O contraditório nisso tudo é que muitas militâncias nascem de movimentos acadêmicos e estudantis e se julgam esclarecidas quando o assunto são pautas sociais. No entanto, não é raro ver os estudantes se colocando em posição superior quando deveriam entender um pouco mais sobre comportamento humano, sociedade e respeito. Para mudar comportamentos enraizados e cultivados durante séculos é preciso ter sensibilidade e capacidade de se comunicar com seus iguais, começando pela própria casa. Fechar-se em bolhas não vai mudar nada.

Pessoalmente, considero esse suposto esclarecimento muito mais um estado de espírito que um estado intelectual. Ninguém reflete o ponto de vista de outra pessoa ou grupo através da imposição de uma ideia, conceito ou comportamento.

Quando tropas americanas invadiram o Iraque na captura de Saddam Hussein, a princípio os americanos foram aclamados pela população. Porém, após a captura e sentença do ditador, as tropas continuaram no Iraque para reorganizar a sociedade iraquiana, eliminando comportamentos implantados pelo regime de Saddam, que incluíam práticas medievais de punições públicas, forte opressão sobre determinados grupos sociais, entre outros absurdos.

Isso rapidamente levou a sociedade iraquiana a repudiar as forças americanas porque não houve diálogo que preparasse a população para extirpar as práticas cruéis naturalizadas ao longo de décadas. Por pior que fosse a cultura da punição e violência que o regime ditatorial havia implantado no país, o simples desejo de mudar não seria o suficiente para transformar um só cidadão iraquiano, quanto mais toda uma sociedade. Apontar armas para suas cabeças não lhes mostrou o caminho certo.

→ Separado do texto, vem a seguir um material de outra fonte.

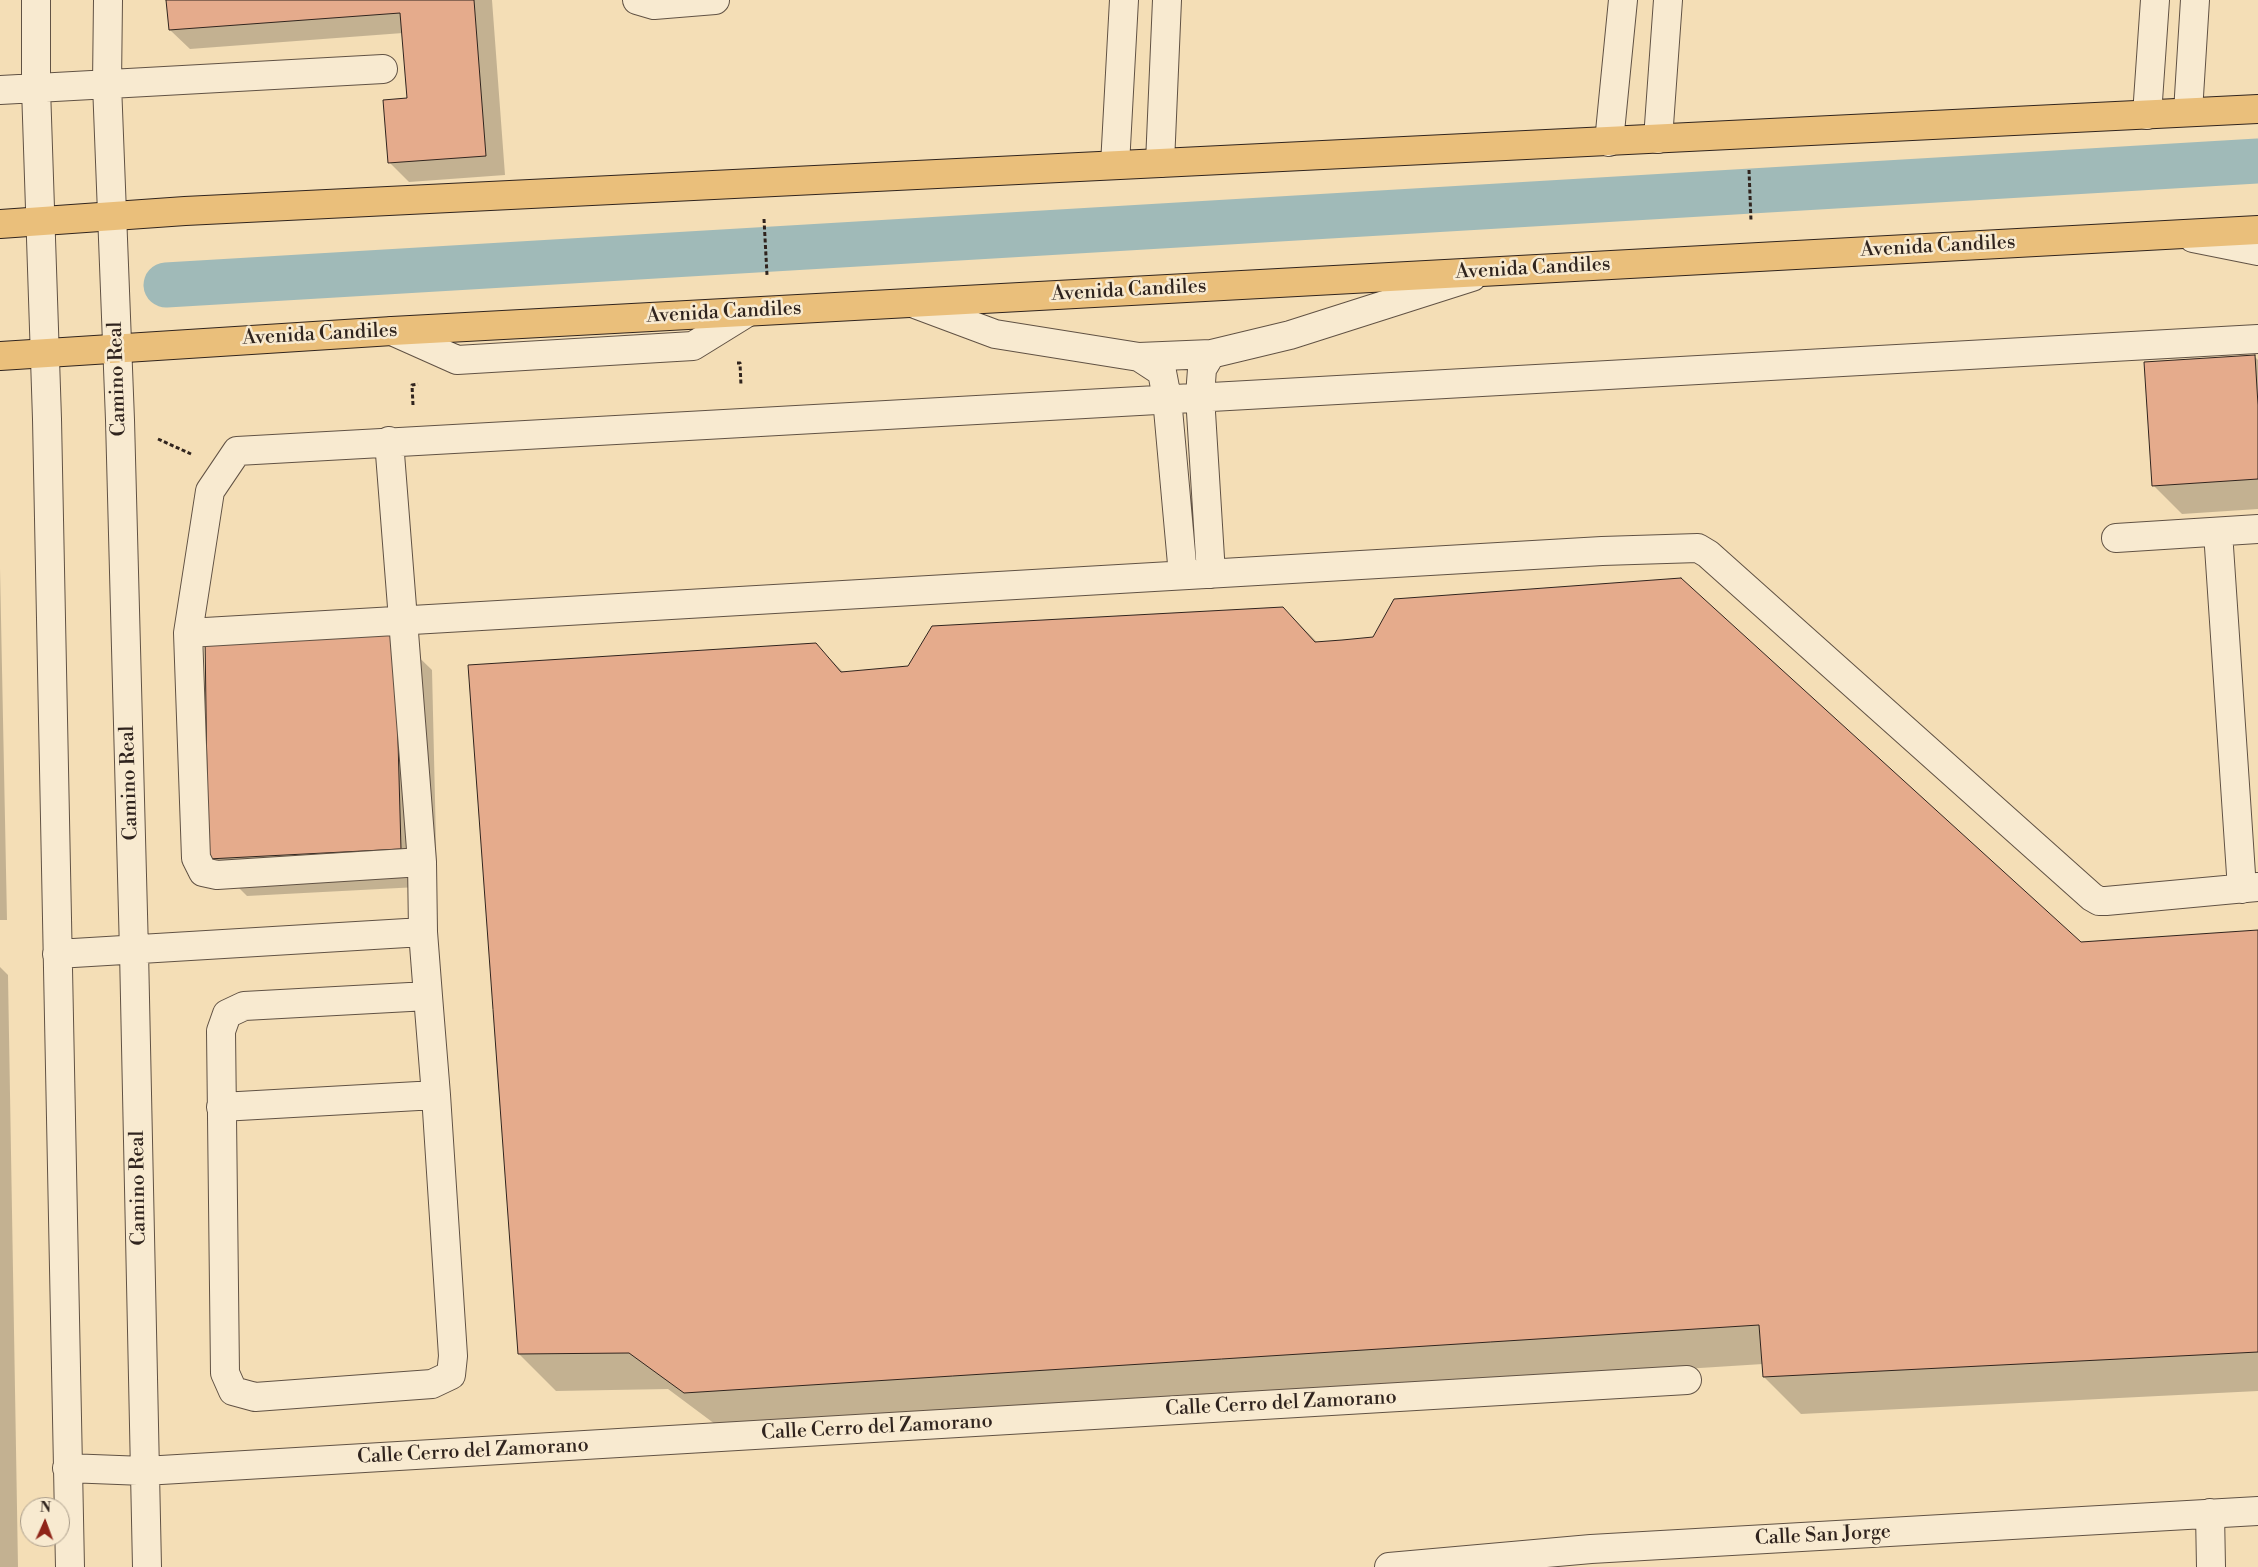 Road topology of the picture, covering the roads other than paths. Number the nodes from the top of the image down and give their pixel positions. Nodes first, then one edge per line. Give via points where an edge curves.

Guardadas as devidas proporções, toda opressão gera uma reação, mesmo naquele que é oprimido por oprimir. A democracia é um jogo de conquistar as pessoas pelo esclarecimento, convencimento e conscientização.

A sociedade e as relações humanas são bem mais complexas na realidade do que na teoria decorada pelos militantes transitórios que lutam para acabar com uso abusivo de agrotóxicos sem nunca sair detrás do computador. Tudo fica mais nebuloso quando não se respeita o ponto de vista contrário. A militância que cansa e não descansa grita dentro de uma bolha onde apenas seu pequeno grupo alimentado pelo algoritmo consegue entender. Grupos que falam cada vez mais para dentro e não para fora, energia que não dissipa e só piora o trabalho de quem realmente arregaça as mangas e trabalha para mudar o mundo de fato. Ao menos que uma mudança radical e estratégica aconteça na forma de se comunicar, não vejo essas pautas ganharem corpo no Brasil a ponto de produzir algum efeito prático para a sociedade.


Marco Henrique tem 36 anos, é jornalista, escritor e estrategista político. Há dez anos atua profissionalmente nos bastidores do cenário político realizando gerenciamento de campanhas e estratégias eleitorais para diversos atores políticos e partidos. É constante estudante da história política nacional e seus desdobramentos.